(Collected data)
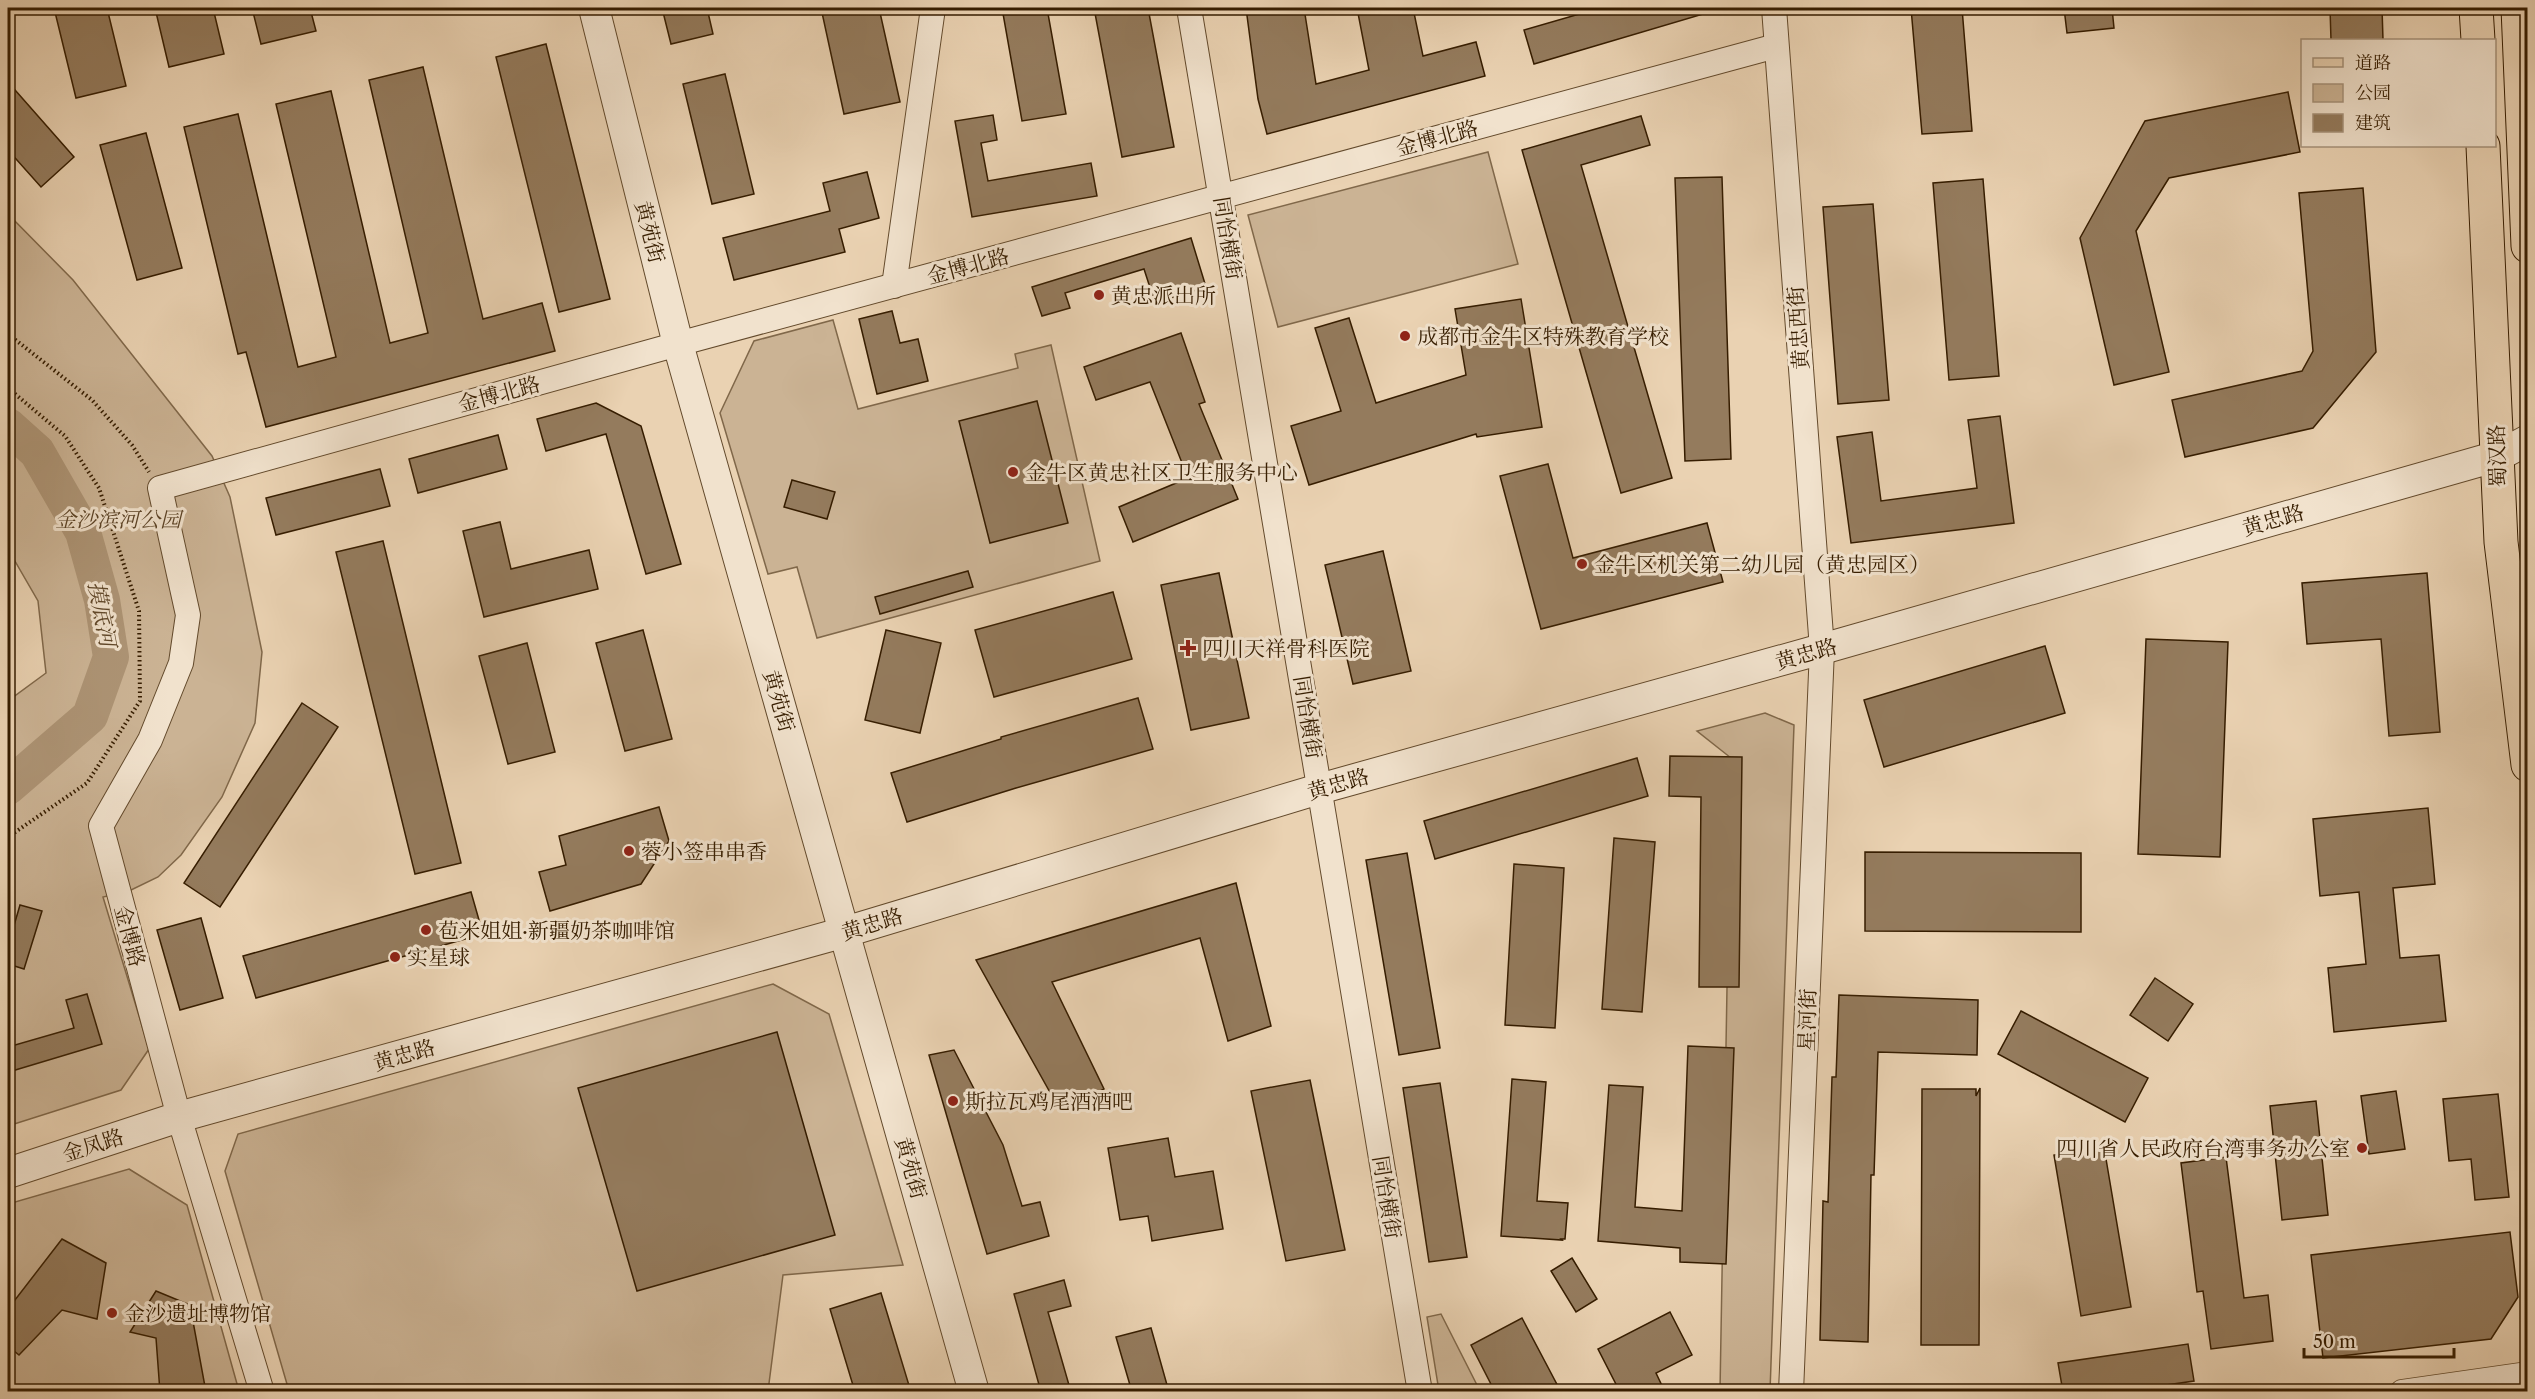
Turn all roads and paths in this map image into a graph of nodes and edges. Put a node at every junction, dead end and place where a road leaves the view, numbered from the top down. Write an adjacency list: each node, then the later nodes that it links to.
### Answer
1 (594, 8): 14 (street, 黄苑街)
2 (933, 8): 12 (street)
3 (1189, 8): 10 (street, 同怡横街)
4 (1774, 8): 8 (street, 黄忠西街)
5 (2476, 8): 7 (main road)
6 (2518, 8): 11 (main road)
7 (2478, 39)
8 (1776, 46): 10 (street, 金博北路); 19 (street, 黄忠西街)
9 (2483, 147): 17 (main road, 蜀汉路)
10 (1221, 197): 12 (street, 金博北路); 21 (street, 同怡横街)
11 (2528, 246)
12 (894, 286): 14 (street, 金博北路)
13 (8, 334): 18 (path)
14 (678, 344): 18 (street, 金博北路); 23 (street, 黄苑街)
15 (8, 388): 22 (path)
16 (2528, 440): 17 (street, 黄忠路)
17 (2498, 456): 19 (street, 黄忠路); 20 (main road, 蜀汉路)
18 (160, 488): 24 (street, 金博路)
19 (1822, 649): 21 (street, 黄忠路); 30 (street, 星河街)
20 (2528, 765)
21 (1320, 789): 23 (street, 黄忠路); 29 (street, 同怡横街)
22 (8, 837)
23 (845, 932): 24 (street, 黄忠路); 28 (street, 黄苑街)
24 (179, 1117): 25 (street, 金凤路); 27 (street, 金博路)
25 (8, 1173)
26 (2528, 1374): 31 (street)
27 (262, 1392)
28 (974, 1392)
29 (1420, 1392)
30 (1791, 1392)
31 (2402, 1392)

Problem statement. Please print all the entries exactly as written, but drop the pictures.

Response to this exercise.
Turn all roads and paths in this map image into a graph of nodes and edges. Put a node at every junction, dead end and place where a road leaves the view, numbered from the top down. Write an adjacency list: each node, then the later nodes that it links to.
### Answer
1 (594, 8): 14 (street, 黄苑街)
2 (933, 8): 12 (street)
3 (1189, 8): 10 (street, 同怡横街)
4 (1774, 8): 8 (street, 黄忠西街)
5 (2476, 8): 7 (main road)
6 (2518, 8): 11 (main road)
7 (2478, 39)
8 (1776, 46): 10 (street, 金博北路); 19 (street, 黄忠西街)
9 (2483, 147): 17 (main road, 蜀汉路)
10 (1221, 197): 12 (street, 金博北路); 21 (street, 同怡横街)
11 (2528, 246)
12 (894, 286): 14 (street, 金博北路)
13 (8, 334): 18 (path)
14 (678, 344): 18 (street, 金博北路); 23 (street, 黄苑街)
15 (8, 388): 22 (path)
16 (2528, 440): 17 (street, 黄忠路)
17 (2498, 456): 19 (street, 黄忠路); 20 (main road, 蜀汉路)
18 (160, 488): 24 (street, 金博路)
19 (1822, 649): 21 (street, 黄忠路); 30 (street, 星河街)
20 (2528, 765)
21 (1320, 789): 23 (street, 黄忠路); 29 (street, 同怡横街)
22 (8, 837)
23 (845, 932): 24 (street, 黄忠路); 28 (street, 黄苑街)
24 (179, 1117): 25 (street, 金凤路); 27 (street, 金博路)
25 (8, 1173)
26 (2528, 1374): 31 (street)
27 (262, 1392)
28 (974, 1392)
29 (1420, 1392)
30 (1791, 1392)
31 (2402, 1392)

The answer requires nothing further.